Нарративный подход также разрешает некоторые ситуации, которые являются препятствием для других подходов, а также объясняет специфические психологические феномены. Речь идет о гипотетической ситуации с делением и реальных ситуациях с синдромом диссоциативного расстройства идентичности.
Сломанный телетранспортер и множественные личности
Выше было показано, что ситуация со сломанным телетранспортером представляет трудность для психологического подхода. Его сторонникам трудно провести реидентификацию потому, что психологических копий несколько и у них равные основания считаться исходной личностью. Но для сторонников нарративного подхода это не должно представлять трудность — они не ограничены требованием соотношения «один к одному», так как не ставят вопрос реидентификации. С их позиции применительно к этим ситуациям правильнее было бы задавать другие, практически значимые вопросы. Например, выживает ли человек в ситуации, когда сломанный телетранспортер создает множество экземпляров? И несут ли экземпляры ответственность за поступки, совершенные прототипом?

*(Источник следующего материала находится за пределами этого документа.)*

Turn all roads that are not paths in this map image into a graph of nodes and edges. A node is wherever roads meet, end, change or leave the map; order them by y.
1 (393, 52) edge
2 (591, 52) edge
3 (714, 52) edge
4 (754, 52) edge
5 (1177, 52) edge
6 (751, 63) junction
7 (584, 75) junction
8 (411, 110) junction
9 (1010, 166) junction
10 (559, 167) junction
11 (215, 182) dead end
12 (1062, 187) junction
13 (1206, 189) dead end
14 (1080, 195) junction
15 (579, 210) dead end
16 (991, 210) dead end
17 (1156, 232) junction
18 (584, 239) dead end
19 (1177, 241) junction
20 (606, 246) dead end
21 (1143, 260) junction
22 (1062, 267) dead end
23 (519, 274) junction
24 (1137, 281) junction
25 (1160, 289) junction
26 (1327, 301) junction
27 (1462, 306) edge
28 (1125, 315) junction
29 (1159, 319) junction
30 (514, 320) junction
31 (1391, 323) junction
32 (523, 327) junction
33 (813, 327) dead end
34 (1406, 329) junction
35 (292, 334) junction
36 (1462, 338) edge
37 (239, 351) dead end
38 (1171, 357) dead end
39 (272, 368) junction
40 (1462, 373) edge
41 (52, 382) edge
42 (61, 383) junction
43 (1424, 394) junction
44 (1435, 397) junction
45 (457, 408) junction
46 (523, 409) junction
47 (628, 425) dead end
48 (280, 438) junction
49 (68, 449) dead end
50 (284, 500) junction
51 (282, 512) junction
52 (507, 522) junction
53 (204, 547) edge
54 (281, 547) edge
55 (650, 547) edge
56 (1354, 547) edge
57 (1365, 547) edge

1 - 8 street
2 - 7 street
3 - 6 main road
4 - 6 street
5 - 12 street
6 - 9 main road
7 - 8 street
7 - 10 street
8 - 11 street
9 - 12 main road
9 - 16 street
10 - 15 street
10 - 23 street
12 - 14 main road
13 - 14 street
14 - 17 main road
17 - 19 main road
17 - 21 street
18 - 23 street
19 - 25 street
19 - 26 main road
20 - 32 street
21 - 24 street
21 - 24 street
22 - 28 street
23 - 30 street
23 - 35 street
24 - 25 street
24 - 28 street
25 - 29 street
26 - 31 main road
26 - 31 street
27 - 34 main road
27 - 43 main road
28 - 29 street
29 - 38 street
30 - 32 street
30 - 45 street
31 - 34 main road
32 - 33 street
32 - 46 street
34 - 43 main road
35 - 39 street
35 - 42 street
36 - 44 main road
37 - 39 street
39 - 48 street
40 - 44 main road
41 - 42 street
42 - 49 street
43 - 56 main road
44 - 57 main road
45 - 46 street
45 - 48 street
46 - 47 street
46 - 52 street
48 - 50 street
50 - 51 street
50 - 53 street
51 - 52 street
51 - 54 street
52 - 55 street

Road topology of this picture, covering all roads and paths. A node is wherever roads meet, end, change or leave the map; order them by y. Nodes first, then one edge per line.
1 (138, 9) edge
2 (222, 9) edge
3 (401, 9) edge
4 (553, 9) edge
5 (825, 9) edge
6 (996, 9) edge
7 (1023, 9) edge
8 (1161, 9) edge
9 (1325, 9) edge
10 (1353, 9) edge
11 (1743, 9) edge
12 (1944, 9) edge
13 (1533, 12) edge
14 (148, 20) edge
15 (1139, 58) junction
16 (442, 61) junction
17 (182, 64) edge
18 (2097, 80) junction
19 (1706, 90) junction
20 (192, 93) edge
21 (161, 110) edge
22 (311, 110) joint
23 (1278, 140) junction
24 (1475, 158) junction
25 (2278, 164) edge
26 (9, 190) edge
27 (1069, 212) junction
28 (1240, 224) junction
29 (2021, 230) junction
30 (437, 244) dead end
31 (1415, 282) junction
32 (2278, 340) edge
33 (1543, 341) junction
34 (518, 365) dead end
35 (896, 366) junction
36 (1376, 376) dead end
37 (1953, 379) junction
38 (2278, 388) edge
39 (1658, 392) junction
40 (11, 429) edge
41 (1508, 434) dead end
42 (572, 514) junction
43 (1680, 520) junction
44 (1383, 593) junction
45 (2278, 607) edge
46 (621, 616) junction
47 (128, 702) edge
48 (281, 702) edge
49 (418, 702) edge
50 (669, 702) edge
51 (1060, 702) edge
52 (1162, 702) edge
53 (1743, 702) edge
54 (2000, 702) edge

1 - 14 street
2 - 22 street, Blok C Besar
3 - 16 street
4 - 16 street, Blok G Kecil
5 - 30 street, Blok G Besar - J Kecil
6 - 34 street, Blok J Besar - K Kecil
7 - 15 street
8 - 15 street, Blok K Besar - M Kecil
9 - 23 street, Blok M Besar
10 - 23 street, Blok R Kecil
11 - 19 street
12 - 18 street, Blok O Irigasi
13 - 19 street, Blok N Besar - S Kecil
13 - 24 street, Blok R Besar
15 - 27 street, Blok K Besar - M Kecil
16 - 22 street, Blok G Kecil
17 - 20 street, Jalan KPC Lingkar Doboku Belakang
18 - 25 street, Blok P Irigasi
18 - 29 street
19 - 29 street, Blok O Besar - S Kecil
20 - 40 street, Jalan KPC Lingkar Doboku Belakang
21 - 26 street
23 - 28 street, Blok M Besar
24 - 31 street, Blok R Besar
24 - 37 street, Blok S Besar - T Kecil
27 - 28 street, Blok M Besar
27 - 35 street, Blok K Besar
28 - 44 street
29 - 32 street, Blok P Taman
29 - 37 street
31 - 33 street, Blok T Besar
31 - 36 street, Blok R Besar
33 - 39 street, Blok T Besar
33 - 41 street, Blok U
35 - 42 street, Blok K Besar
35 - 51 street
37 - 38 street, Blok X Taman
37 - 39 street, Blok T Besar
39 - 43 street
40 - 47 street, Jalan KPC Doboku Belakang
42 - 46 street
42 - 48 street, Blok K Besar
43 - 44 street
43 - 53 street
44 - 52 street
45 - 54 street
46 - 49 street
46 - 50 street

Мне кажется, что оба ответа с позиции нарративного подхода должны быть положительными. Если нарратив каждого нового экземпляра включает в себя предыдущую биографию без нарушения обозначенных выше требований, то личность-прототип выживает, и каждый экземпляр личности несет ответственность за поступки, совершенные в прошлом. К примеру, может получиться, что за преступление, совершенное одним экземпляром личности в прошлом, наказание в настоящем будут нести несколько экземпляров. Но это не должно удивлять: ретроспективно представляется, что если было совершено осознанное и добровольное преступление, то это преступление было совершено всеми экземплярами и было «сверхдетерминированным» событием. Количество участников в обычной практике не снижает вины каждого в отдельности, если участники имели равноценные роли. Следовательно, не должно оно снижать ответственность и в этом случае. Злое намерение и злой характер каузально связаны с текущим состоянием всех экземпляров.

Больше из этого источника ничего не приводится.